START SOURCE INFORMATION

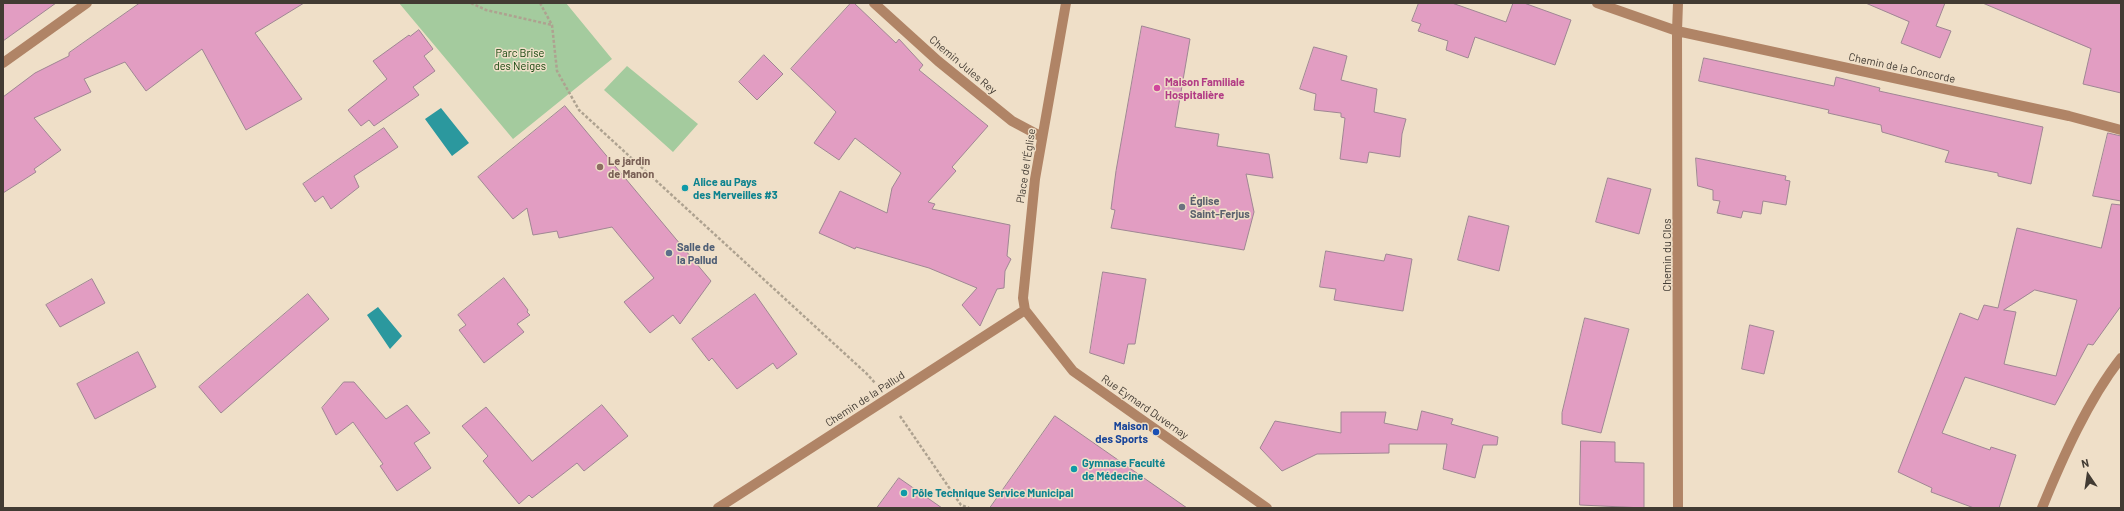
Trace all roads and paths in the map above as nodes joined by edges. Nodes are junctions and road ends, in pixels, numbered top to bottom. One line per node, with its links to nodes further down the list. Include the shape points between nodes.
1 (87, 3): 10 (street)
2 (471, 3): 8 (path, via 486,10)
3 (540, 3): 8 (path)
4 (874, 3): 12 (street, Chemin Jules Rey, via 938,61 1006,116)
5 (1066, 3): 12 (street, Place de l'Église)
6 (1598, 3): 9 (street, Chemin de la Concorde)
7 (1678, 3): 9 (street, Chemin du Clos)
8 (552, 25): 15 (path, via 557,71 578,110 868,374)
9 (1677, 31): 11 (street, Chemin de la Concorde); 19 (street, Chemin du Clos)
10 (3, 63)
11 (2121, 130)
12 (1042, 137): 13 (street, Place de l'Église, via 1028,235 1023,298)
13 (1025, 310): 15 (street, Chemin de la Pallud); 18 (street, Rue Eymard Duvernay, via 1073,371)
14 (2121, 358): 20 (street, via 2110,372 2063,456)
15 (888, 399): 16 (street, Chemin de la Pallud); 17 (path, via 961,505)
16 (718, 508)
17 (969, 508)
18 (1267, 508)
19 (1678, 508)
20 (2042, 508)

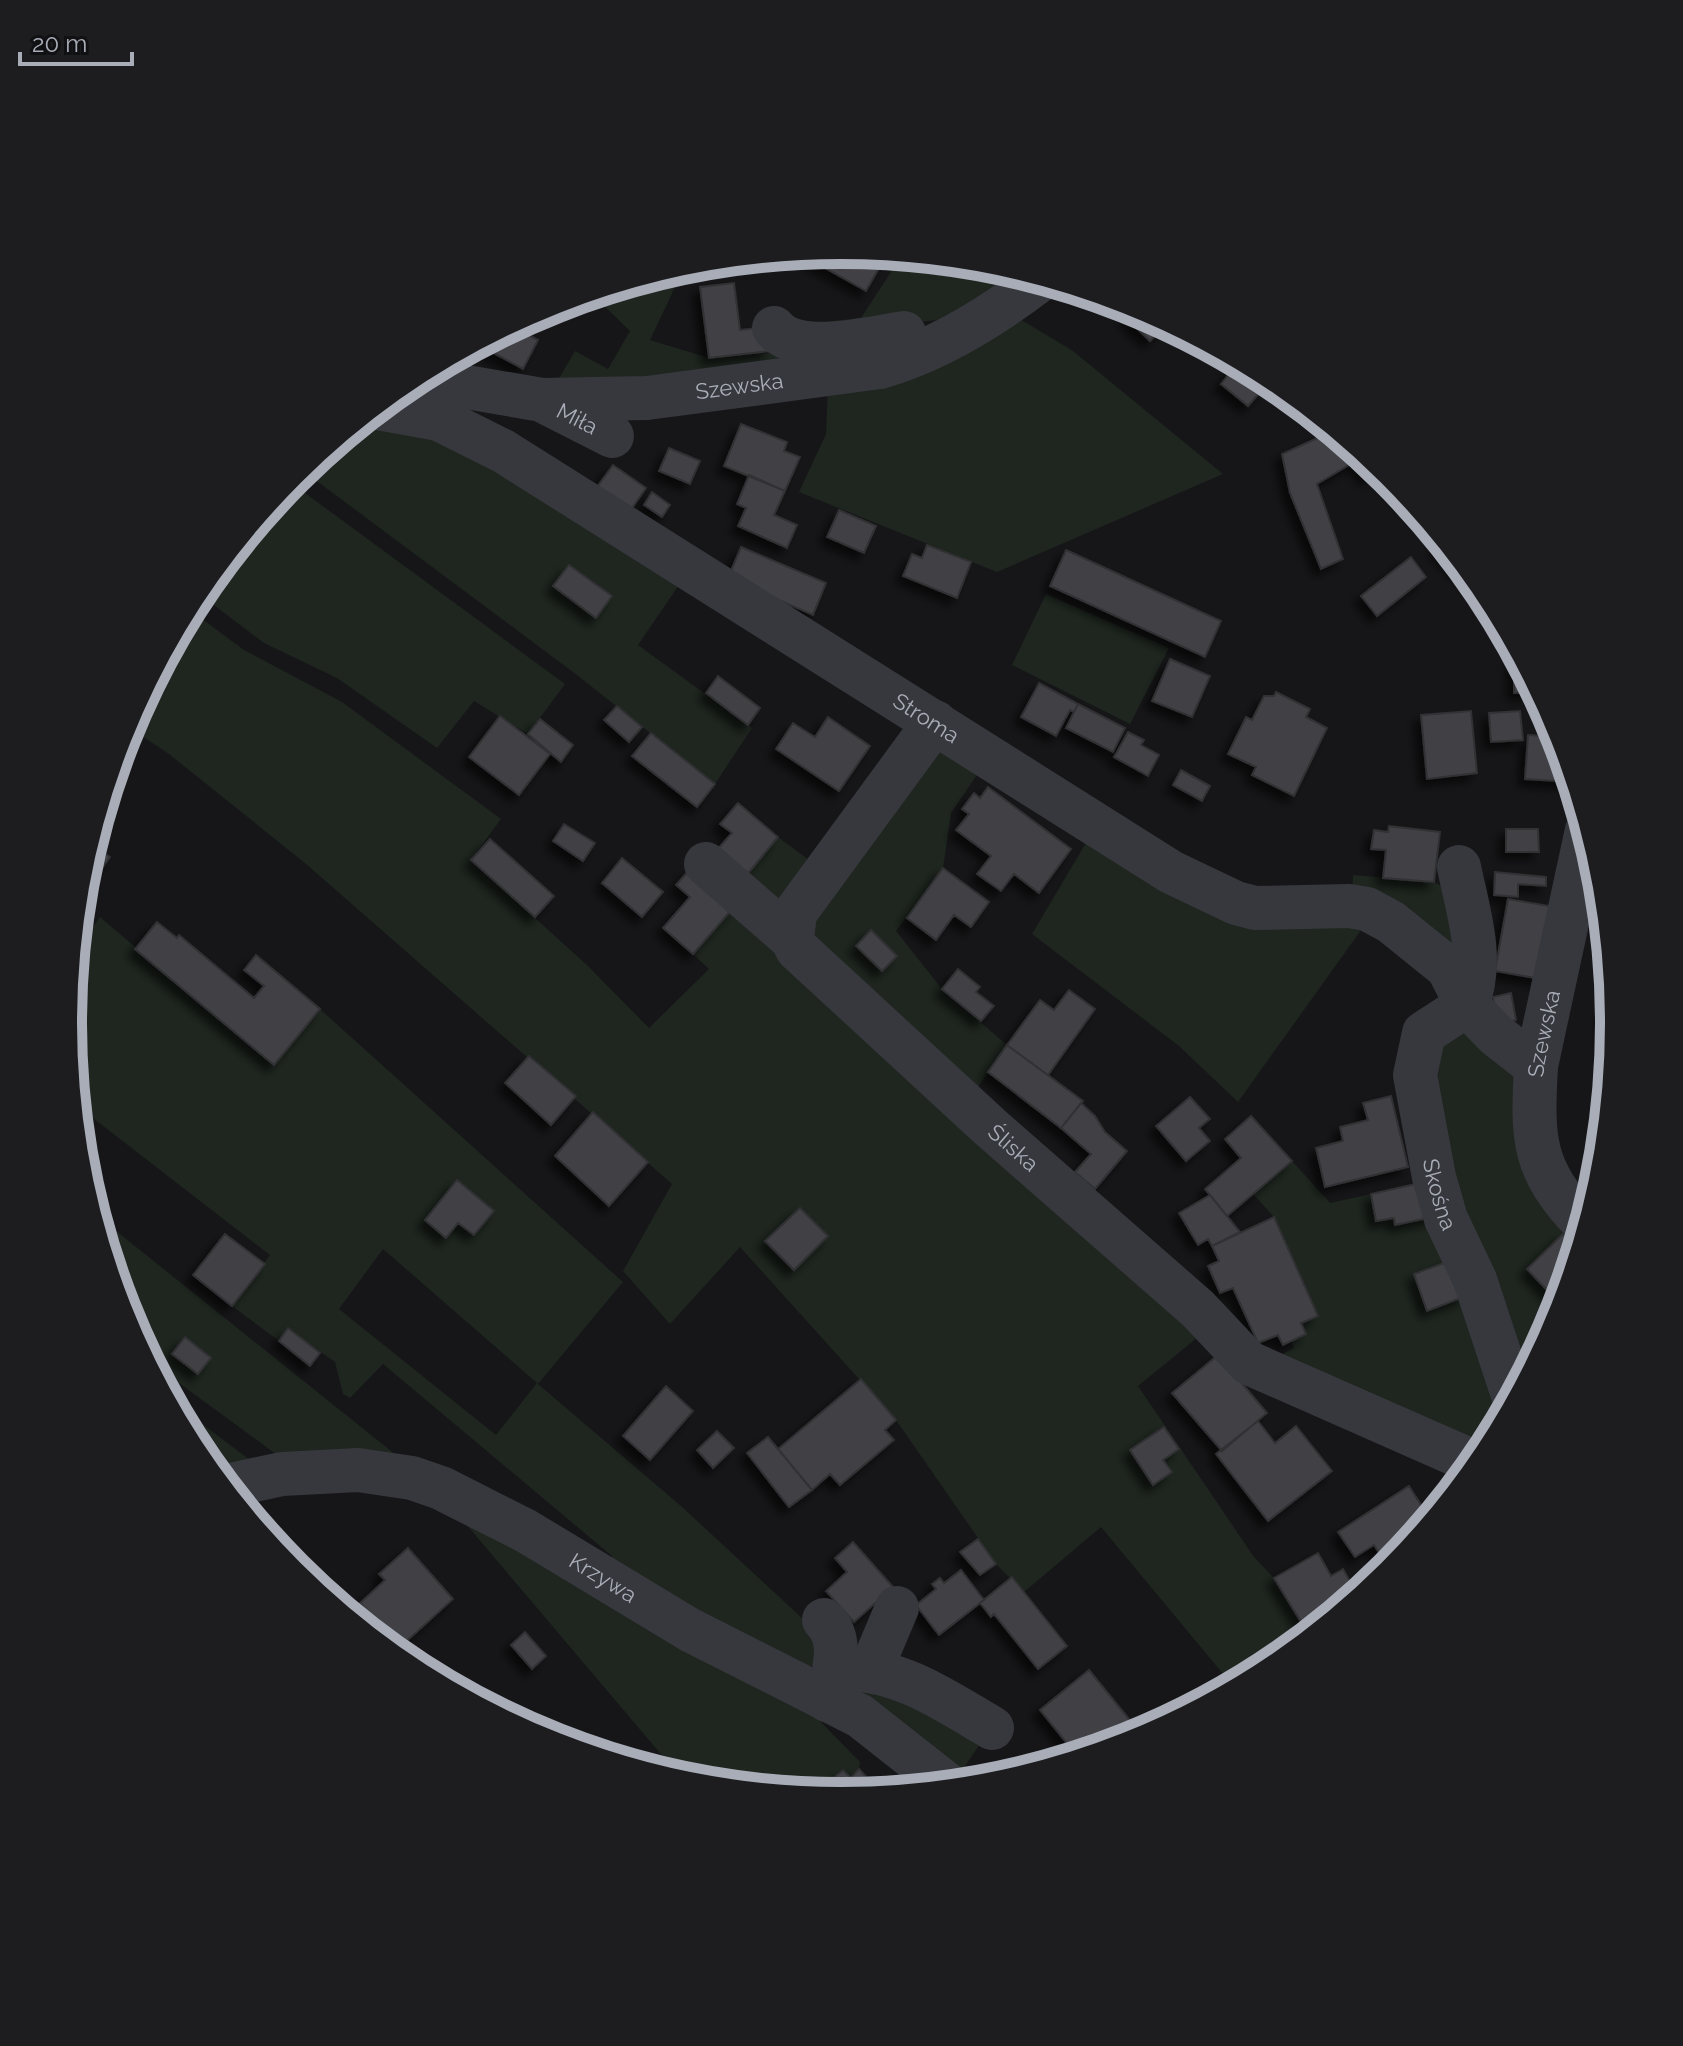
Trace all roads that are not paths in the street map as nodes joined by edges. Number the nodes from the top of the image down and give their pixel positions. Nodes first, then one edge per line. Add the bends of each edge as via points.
1 (1030, 287) edge
2 (993, 316) junction
3 (774, 328) dead end
4 (435, 382) edge
5 (542, 400) junction
6 (392, 411) edge
7 (612, 436) dead end
8 (935, 722) junction
9 (1582, 855) edge
10 (706, 864) dead end
11 (1459, 867) dead end
12 (792, 939) junction
13 (1467, 1005) junction
14 (1536, 1066) junction
15 (1576, 1214) edge
16 (1509, 1384) edge
17 (1464, 1458) edge
18 (238, 1483) edge
19 (897, 1608) dead end
20 (824, 1620) dead end
21 (857, 1672) junction
22 (992, 1728) dead end
23 (938, 1776) edge

1 - 2 street, Szewska
2 - 3 street via 813,344 795,342
2 - 5 street, Szewska via 880,367 667,398
4 - 5 street, Szewska
5 - 7 street, Miła
6 - 8 street, Stroma via 439,419 503,451
8 - 12 street via 795,913
8 - 13 street, Stroma via 1118,841 1236,903 1274,910 1324,905 1367,909 1404,931 1448,968
9 - 14 street, Szewska
10 - 12 street, Śliska
11 - 13 street via 1475,954 1475,985
12 - 17 street, Śliska via 804,957 1186,1298 1249,1363
13 - 14 street, Stroma
13 - 16 street, Skośna via 1424,1033 1415,1075 1446,1219 1475,1280
14 - 15 street, Szewska via 1534,1127 1539,1157 1549,1182
18 - 21 street, Krzywa via 282,1474 358,1470 412,1478 526,1531 690,1630
19 - 21 street
20 - 21 street
21 - 22 street via 875,1670 901,1678
21 - 23 street, Krzywa via 892,1738

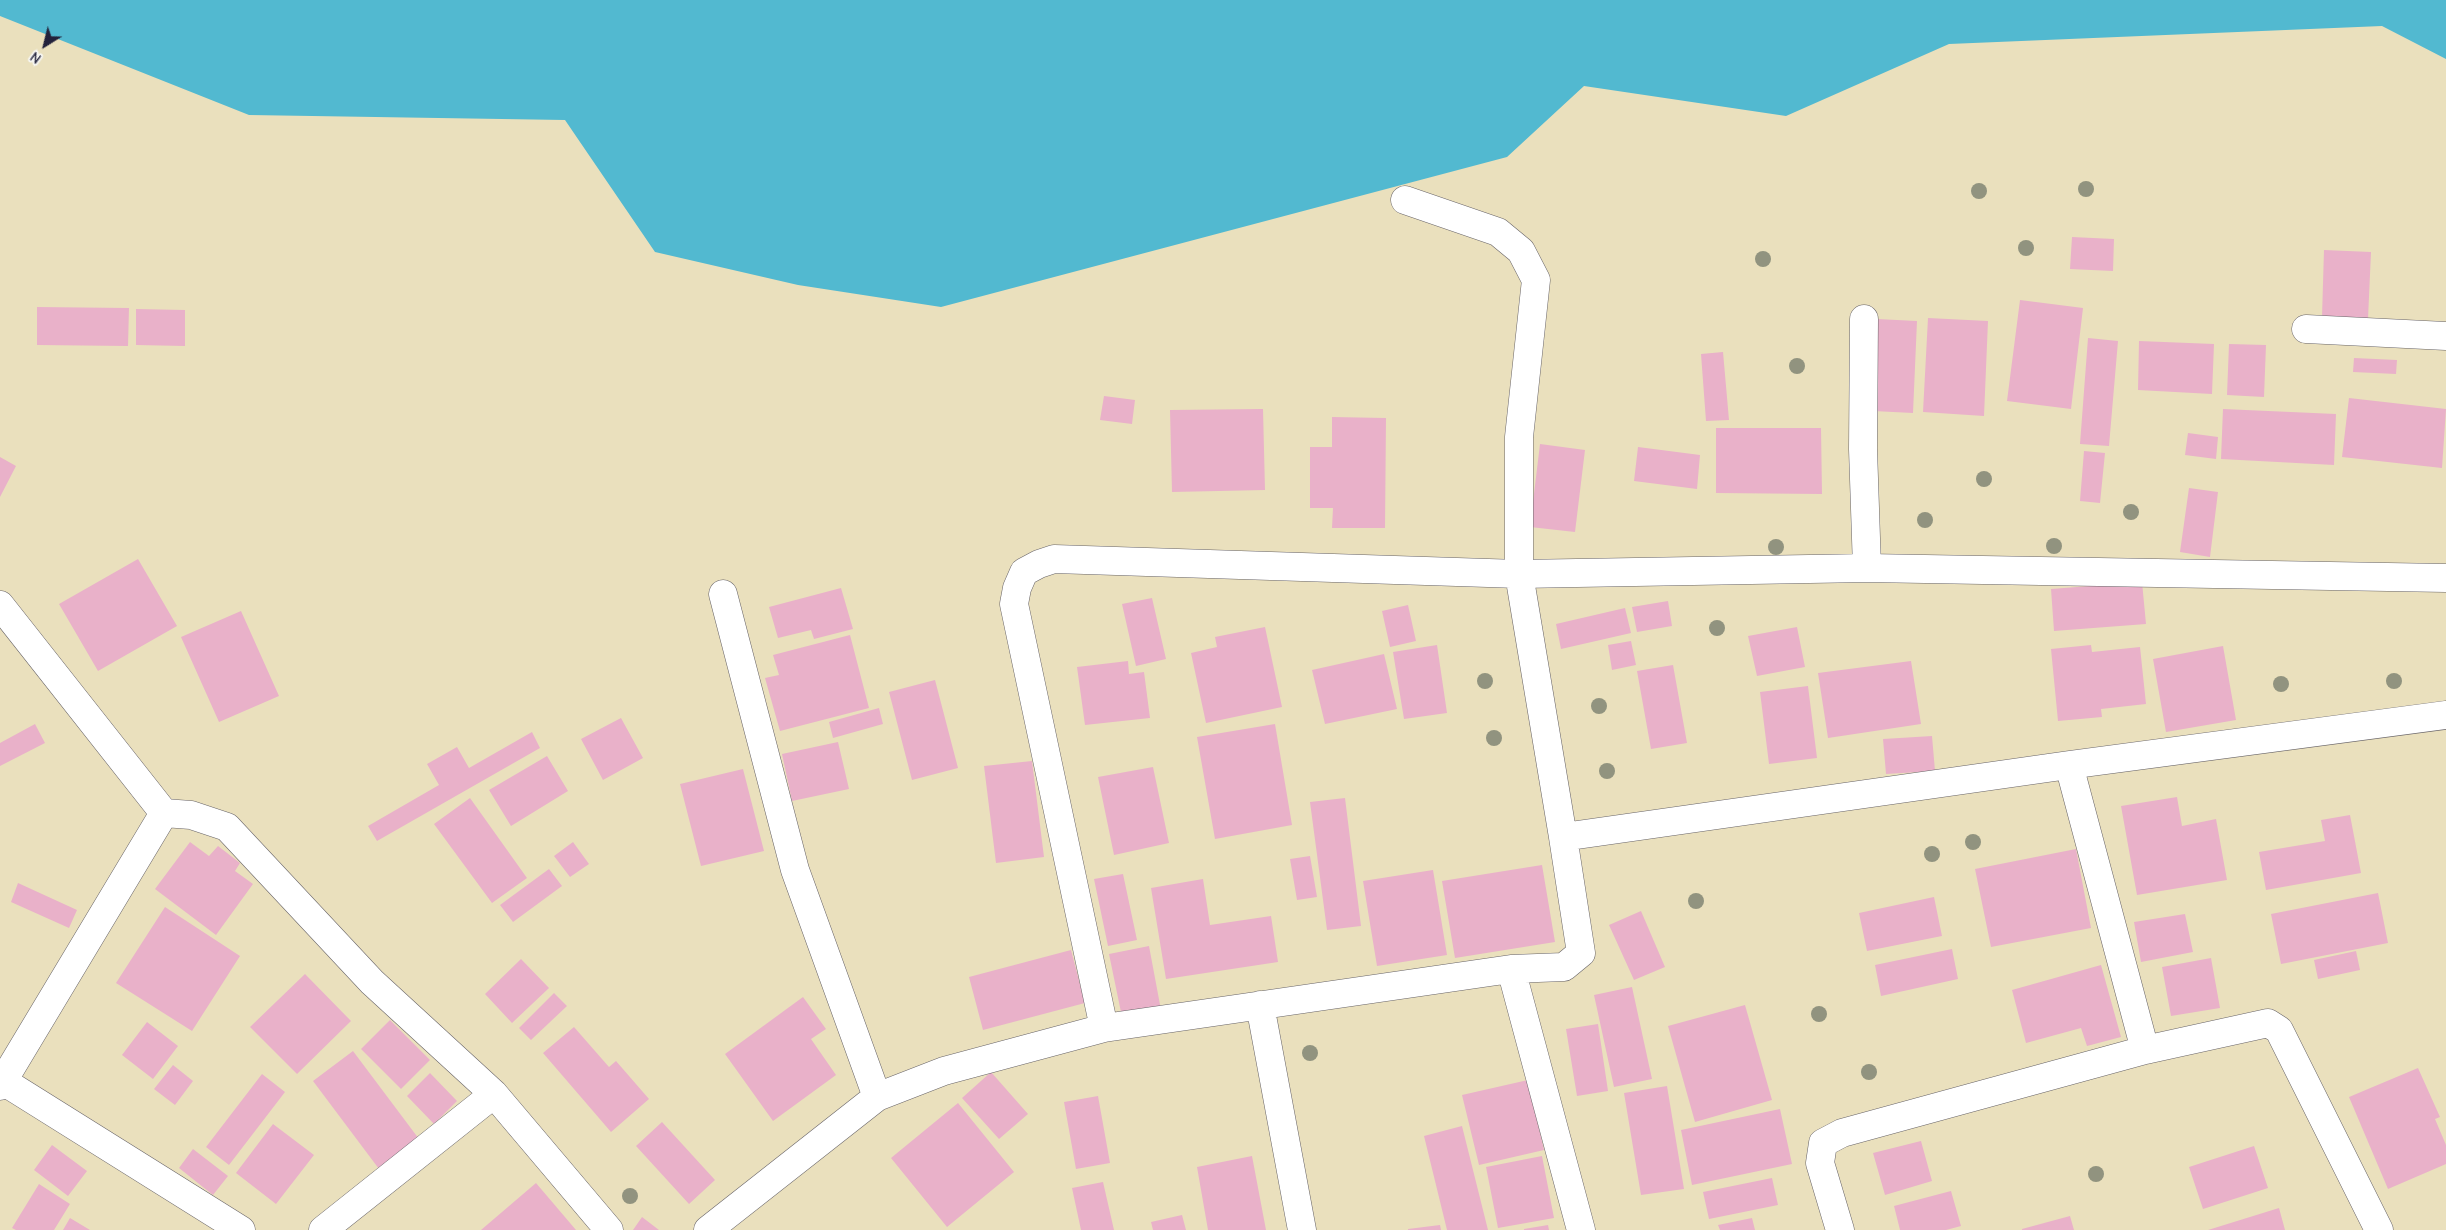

END SOURCE INFORMATION

▸ **WORK TASK**
Transcribe each entry above exactly, apart from the pictures.

▸ **RESULT OF THE EXERCISE**
Trace all roads and paths in the map above as nodes joined by edges. Nodes are junctions and road ends, in pixels, numbered top to bottom. One line per node, with its links to nodes further down the list. Include the shape points between nodes.
1 (87, 3): 10 (street)
2 (471, 3): 8 (path, via 486,10)
3 (540, 3): 8 (path)
4 (874, 3): 12 (street, Chemin Jules Rey, via 938,61 1006,116)
5 (1066, 3): 12 (street, Place de l'Église)
6 (1598, 3): 9 (street, Chemin de la Concorde)
7 (1678, 3): 9 (street, Chemin du Clos)
8 (552, 25): 15 (path, via 557,71 578,110 868,374)
9 (1677, 31): 11 (street, Chemin de la Concorde); 19 (street, Chemin du Clos)
10 (3, 63)
11 (2121, 130)
12 (1042, 137): 13 (street, Place de l'Église, via 1028,235 1023,298)
13 (1025, 310): 15 (street, Chemin de la Pallud); 18 (street, Rue Eymard Duvernay, via 1073,371)
14 (2121, 358): 20 (street, via 2110,372 2063,456)
15 (888, 399): 16 (street, Chemin de la Pallud); 17 (path, via 961,505)
16 (718, 508)
17 (969, 508)
18 (1267, 508)
19 (1678, 508)
20 (2042, 508)

Trace all roads that are not paths in the street map as nodes joined by edges. Number the nodes from the top of the image down and give their pixel positions. Nodes first, then one edge per line. Add the bends of each edge as via points.
1 (1030, 287) edge
2 (993, 316) junction
3 (774, 328) dead end
4 (435, 382) edge
5 (542, 400) junction
6 (392, 411) edge
7 (612, 436) dead end
8 (935, 722) junction
9 (1582, 855) edge
10 (706, 864) dead end
11 (1459, 867) dead end
12 (792, 939) junction
13 (1467, 1005) junction
14 (1536, 1066) junction
15 (1576, 1214) edge
16 (1509, 1384) edge
17 (1464, 1458) edge
18 (238, 1483) edge
19 (897, 1608) dead end
20 (824, 1620) dead end
21 (857, 1672) junction
22 (992, 1728) dead end
23 (938, 1776) edge

1 - 2 street, Szewska
2 - 3 street via 813,344 795,342
2 - 5 street, Szewska via 880,367 667,398
4 - 5 street, Szewska
5 - 7 street, Miła
6 - 8 street, Stroma via 439,419 503,451
8 - 12 street via 795,913
8 - 13 street, Stroma via 1118,841 1236,903 1274,910 1324,905 1367,909 1404,931 1448,968
9 - 14 street, Szewska
10 - 12 street, Śliska
11 - 13 street via 1475,954 1475,985
12 - 17 street, Śliska via 804,957 1186,1298 1249,1363
13 - 14 street, Stroma
13 - 16 street, Skośna via 1424,1033 1415,1075 1446,1219 1475,1280
14 - 15 street, Szewska via 1534,1127 1539,1157 1549,1182
18 - 21 street, Krzywa via 282,1474 358,1470 412,1478 526,1531 690,1630
19 - 21 street
20 - 21 street
21 - 22 street via 875,1670 901,1678
21 - 23 street, Krzywa via 892,1738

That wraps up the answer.